I have a newsflash for you, in the majority of countries around the world, you can't buy handguns legally, let alone carry loaded concealed firearms while going for a jog.
 
 
Oct 26, 2012
I agree, the thread is dead as we drifted off topic a bit and have set views that cannot be swayed. Until next time =) Gotta get some work done lol.
 
 
Oct 26, 2012
@whtllnew

I meant to say that there is no conclusive study in favor of gun-ownership when looking at the net effect. Shouldn't be surprising considering that the topic is very complex.

Either way, I think this thread is dead now. Thx for a satisfying discussion.
 
 
Oct 26, 2012
@uhmdown

Those numbers are based on comparing US and UK crime statistics. If you demonstrated that there are very important factors in UK crime that don't exist in the US and have nothing to do with guns that would be a start. You could also help your case by demonstrating that crime in the UK is out of control compared to other wealthy gun control countries (don't include poor or becoming-rich countries; not a fair comparison) and, when you compare those countries to the US, things don't look so good.
 
 
+1 Rank Up Rank Down
Oct 26, 2012
@whtllnew

"for every firearm murder we prevent 75 rapes and 500 assaults"

If there was a study that was so conclusive in favor of gun-ownership, everybody would know about it.
Nobody has actually proven that the link is causal (in either direction). But for the sake of this discussion, I'm giving you the benefit of the doubt.

Since pepperspray is better than a gun in the sense that abuse/accident is less likely to result in a death, I would have to make the case that the reduction in those deaths is larger than the increase in assault (if we assume that pepperspray is less effective than guns in preventing assault).
Naturally, I'm unable to whip up a study like that (unless maybe Denmark goes all in for pepperspray). But I would like to believe its common sense. Maybe thats just me.
 
 
Oct 26, 2012
@uhmdown

NOW Im gonna shove that website in your face again. But, JIC you missed it before, I should mention that Im not married to that argument. You are welcome to try and persuade me that my conclusion (for every firearm murder we prevent 75 rapes and 500 assaults) is wrong. Persuade me the numbers are wrong and you might even persuade me its not such a good deal after all. But back it up with links.
 
 
Oct 26, 2012
@JoetheWebmaster

"Your escalation theory is simply retarded"

So says you. Denmarks own police department and intelligence agency regularly warns against escalation of violence when citizens take matters into their own hand.


"The police generally do not wear bulletproof vests let alone citizens, I do not see people running around with bazookas"

Similarly, not all criminals know how to take down a dog like you do.
 
 
Oct 26, 2012
@whtllnew

I admit that if we did legalize some kind of self-defense weapon, I would actually be ok with pepperspray, since abuse/accident is much less likely to lead to a death. But there's no way that doesn't have bad repercussions further down the road.

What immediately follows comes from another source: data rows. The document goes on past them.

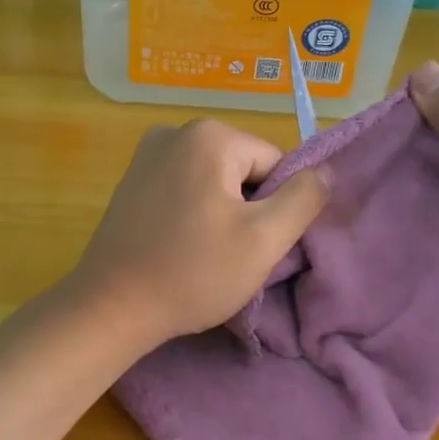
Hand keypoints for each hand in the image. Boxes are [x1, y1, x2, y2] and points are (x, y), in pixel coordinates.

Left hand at [64, 120, 328, 351]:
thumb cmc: (193, 273)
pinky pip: (183, 190)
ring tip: (204, 254)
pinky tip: (180, 247)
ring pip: (214, 182)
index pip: (274, 164)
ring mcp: (146, 155)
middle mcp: (175, 132)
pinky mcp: (130, 182)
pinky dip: (192, 216)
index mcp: (209, 136)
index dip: (275, 207)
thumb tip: (326, 171)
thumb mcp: (264, 240)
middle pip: (243, 170)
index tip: (253, 244)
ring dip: (221, 215)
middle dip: (247, 209)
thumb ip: (304, 199)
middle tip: (230, 254)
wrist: (112, 307)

Here comes a follow-up question you probably saw coming a mile away: if we could settle with pepperspray, what justifies going the extra mile and getting a firearm? The freedom argument wouldn't appear to be useful here, because all you'd do is replace the gun with a can of pepper, right?
 
 
Oct 26, 2012
no uhmdown, you are a pansy for your fear of them...
 
 
Oct 26, 2012
@uhmdown, I've been trained and self trained in various physical and intellectual arts. I would list my capabilities but would probably be called a liar or despised as low skilled people do not like a braggart. I've been through many walks of life and perspectives and fully understand everything is not black and white. Your escalation theory is simply retarded, in the state I live AZ anyone can carry concealed if they do not have a felony record. The police generally do not wear bulletproof vests let alone citizens, I do not see people running around with bazookas etc. Quit being a p.u.s.s and return your batman dvd.
 
 
Oct 26, 2012
@uhmdown

And I might add that what I'm advocating here is the RIGHT to self defense, not that self defense is for everyone.
 
 
Oct 26, 2012
@uhmdown

I would settle for pepperspray. The other options you mentioned would be good too except that they're not for everyone.
 
 
Oct 26, 2012
Ok, well then I assume that you're also not saying that if you don't have a gun, you're just a defenseless victim.
 
 
Oct 26, 2012
@uhmdown

Dont confuse my point. Im saying forcing the citizenry into the 'defenseless victim' role is not the answer.
 
 
+1 Rank Up Rank Down
Oct 26, 2012
@whtllnew

Everybody who doesn't get a gun is a pansy?
 
 
Oct 26, 2012
@uhmdown

Actually Im going to point out that your proposed solution amounts to forcing the citizenry to surrender to the bad guys until mommy and daddy...I mean, the police...arrive. Am I the only one who has a problem with that?